WORK INSTRUCTIONS:
Take every line from the entries below that includes the word "junction" and copy it.

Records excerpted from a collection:

━━━━━━━━━━━━━━━━

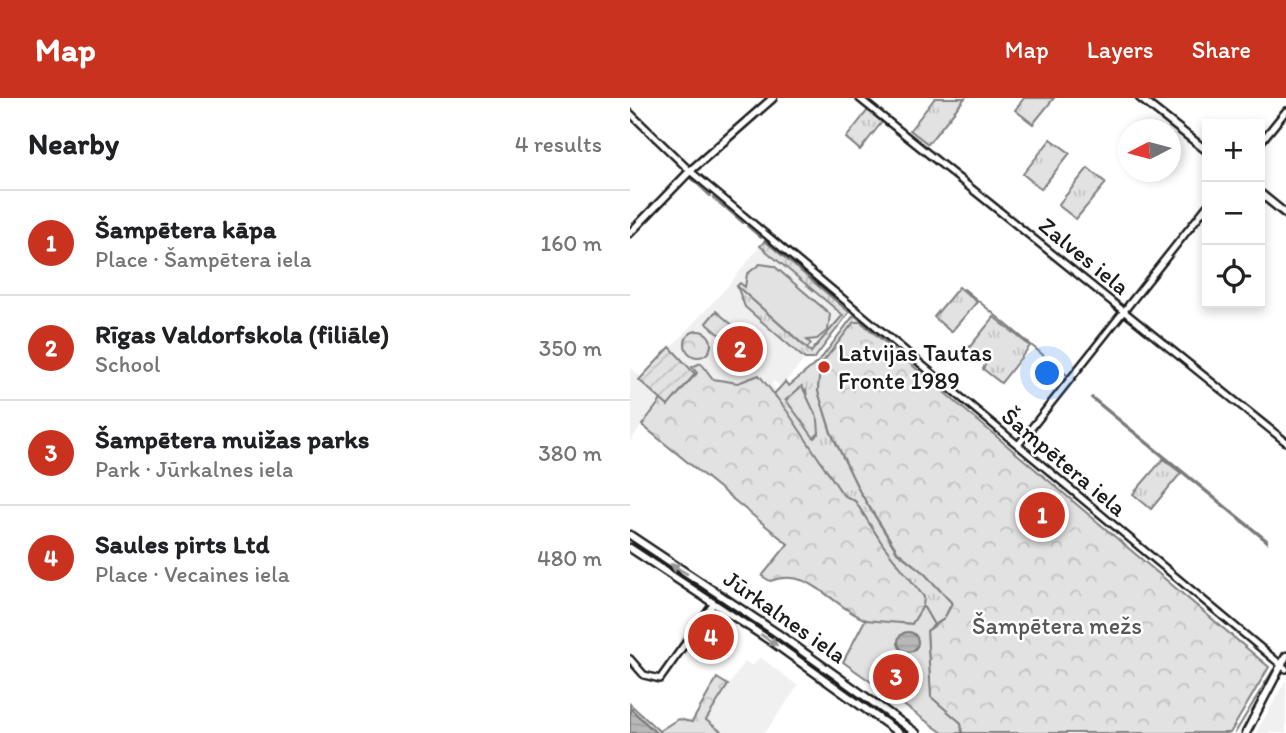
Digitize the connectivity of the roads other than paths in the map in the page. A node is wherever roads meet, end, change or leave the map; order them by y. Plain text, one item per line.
1 (773, 98) edge
2 (859, 98) edge
3 (1140, 98) edge
4 (1286, 111) edge
5 (630, 114) edge
6 (1265, 136) edge
7 (1202, 147) edge
8 (690, 171) junction
9 (1265, 197) edge
10 (1202, 212) edge
11 (1286, 214) edge
12 (630, 233) edge
13 (1124, 311) junction
14 (1286, 442) edge
15 (1018, 445) junction
16 (630, 535) edge
17 (630, 548) edge
18 (714, 603) junction
19 (1286, 656) edge
20 (630, 659) edge
21 (1284, 668) edge
22 (899, 733) edge
23 (916, 733) edge
24 (1246, 733) edge

1 - 8 street
2 - 13 street, Zalves iela
3 - 7 street
4 - 6 street
5 - 8 street, Šampētera iela
8 - 12 street
8 - 15 street, Šampētera iela
9 - 11 street
10 - 13 street
13 - 14 street, Zalves iela
13 - 15 street
15 - 21 street, Šampētera iela
23 -> 16 street, Jūrkalnes iela
17 - 18 street, Jūrkalnes iela
18 - 20 street
18 -> 22 street, Jūrkalnes iela
19 - 21 street
21 - 24 street

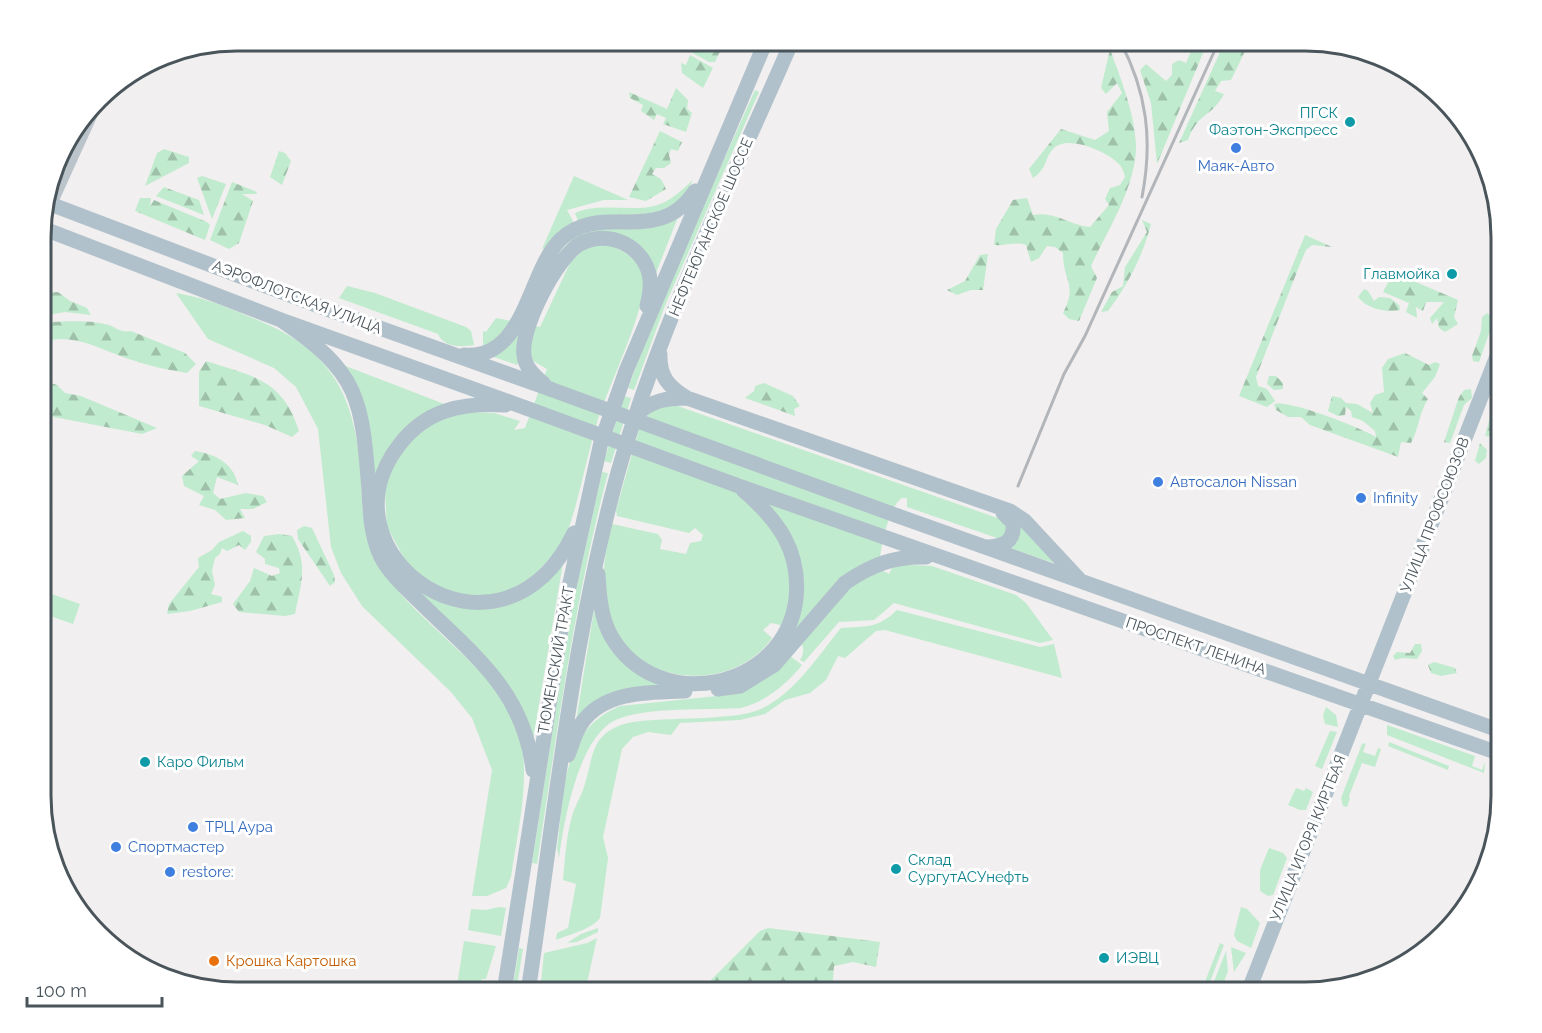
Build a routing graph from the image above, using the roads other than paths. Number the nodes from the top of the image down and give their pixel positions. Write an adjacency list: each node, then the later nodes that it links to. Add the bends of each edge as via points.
1 (761, 51): 4 (main road, НЕФТЕЮГАНСКОЕ ШОССЕ)
2 (787, 51): 10 (main road, НЕФТЕЮГАНСКОЕ ШОССЕ)
3 (81, 136): 5 (street)
4 (710, 169): 9 (main road, НЕФТЕЮГАНСКОЕ ШОССЕ); 11 (main road, via 688,202 674,214 650,221 587,225 572,230 551,252 507,338 491,350 477,356)
5 (62, 174)
6 (54, 205): 11 (main road, АЭРОФЛОТСКАЯ УЛИЦА)
7 (52, 231): 8 (main road, АЭРОФЛОТСКАЯ УЛИЦА)
8 (281, 320): 15 (main road, АЭРОФЛОТСКАЯ УЛИЦА); 31 (main road, via 311,340 348,380 363,428 372,524 381,555 401,584 508,693 529,744)
9 (641, 336): 13 (main road, via 649,300 650,279 645,262 622,241 604,238 581,243 564,257 552,276 528,330 523,353); 20 (main road, ТЮМЕНСКИЙ ТРАКТ, via 608,419)
10 (661, 342): 14 (main road, via 660,366 665,380); 16 (main road, НЕФТЕЮГАНСКОЕ ШОССЕ)
11 (441, 351): 13 (main road, АЭРОФЛОТСКАЯ УЛИЦА)
12 (1491, 372): 26 (main road, УЛИЦА ПРОФСОЮЗОВ)
13 (536, 381): 19 (main road, АЭРОФЛОТСКАЯ УЛИЦА, bridge)
14 (687, 399): 16 (main road, via 659,400); 18 (main road)
15 (526, 408): 17 (main road, ПРОСПЕКТ ЛЕНИНА, bridge); 20 (main road, via 459,406 433,415 410,432 392,456 380,485 381,528 391,552 407,574 436,594 465,602 500,601 527,589 549,571 563,554)
16 (636, 415): 21 (main road, ТЮМЕНСКИЙ ТРАКТ)
17 (736, 485): 23 (main road, ПРОСПЕКТ ЛЕНИНА); 25 (main road, via 783,532 797,569 793,619)
18 (987, 504): 22 (main road, via 1006,514 1014,532 1002,546); 24 (main road, via 1010,511 1025,521)
19 (898, 516): 22 (main road, ПРОСПЕКТ ЛЕНИНА)
20 (582, 517): 31 (main road, ТЮМЕНСКИЙ ТРАКТ)
21 (603, 531): 25 (main road, via 598,571 604,617 620,649 640,668 673,682 714,681 752,669); 30 (main road, ТЮМЕНСКИЙ ТРАКТ, via 573,678)
22 (984, 547): 24 (main road, ПРОСПЕКТ ЛЕНИНА)
23 (952, 562): 25 (main road, via 926,557 890,559 845,584); 27 (main road, ПРОСПЕКТ ЛЕНИНА)
24 (1083, 583): 26 (main road, ПРОСПЕКТ ЛЕНИНА)
25 (782, 648): 30 (main road, via 767,670 740,686 631,695 605,703 581,724)
26 (1370, 684): 27 (main road, УЛИЦА ИГОРЯ КИРТБАЯ); 28 (main road, ПРОСПЕКТ ЛЕНИНА)
27 (1362, 704): 29 (main road, ПРОСПЕКТ ЛЕНИНА); 34 (main road, УЛИЦА ИГОРЯ КИРТБАЯ)
28 (1491, 727)
29 (1491, 750)
30 (560, 774): 33 (main road, ТЮМЕНСКИЙ ТРАКТ)
31 (533, 800): 32 (main road, ТЮМЕНСКИЙ ТРАКТ)
32 (506, 982)
33 (529, 982)
34 (1252, 982)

━━━━━━━━━━━━━━━━

EXERCISE RESULT:
8 (690, 171) junction
13 (1124, 311) junction
15 (1018, 445) junction
18 (714, 603) junction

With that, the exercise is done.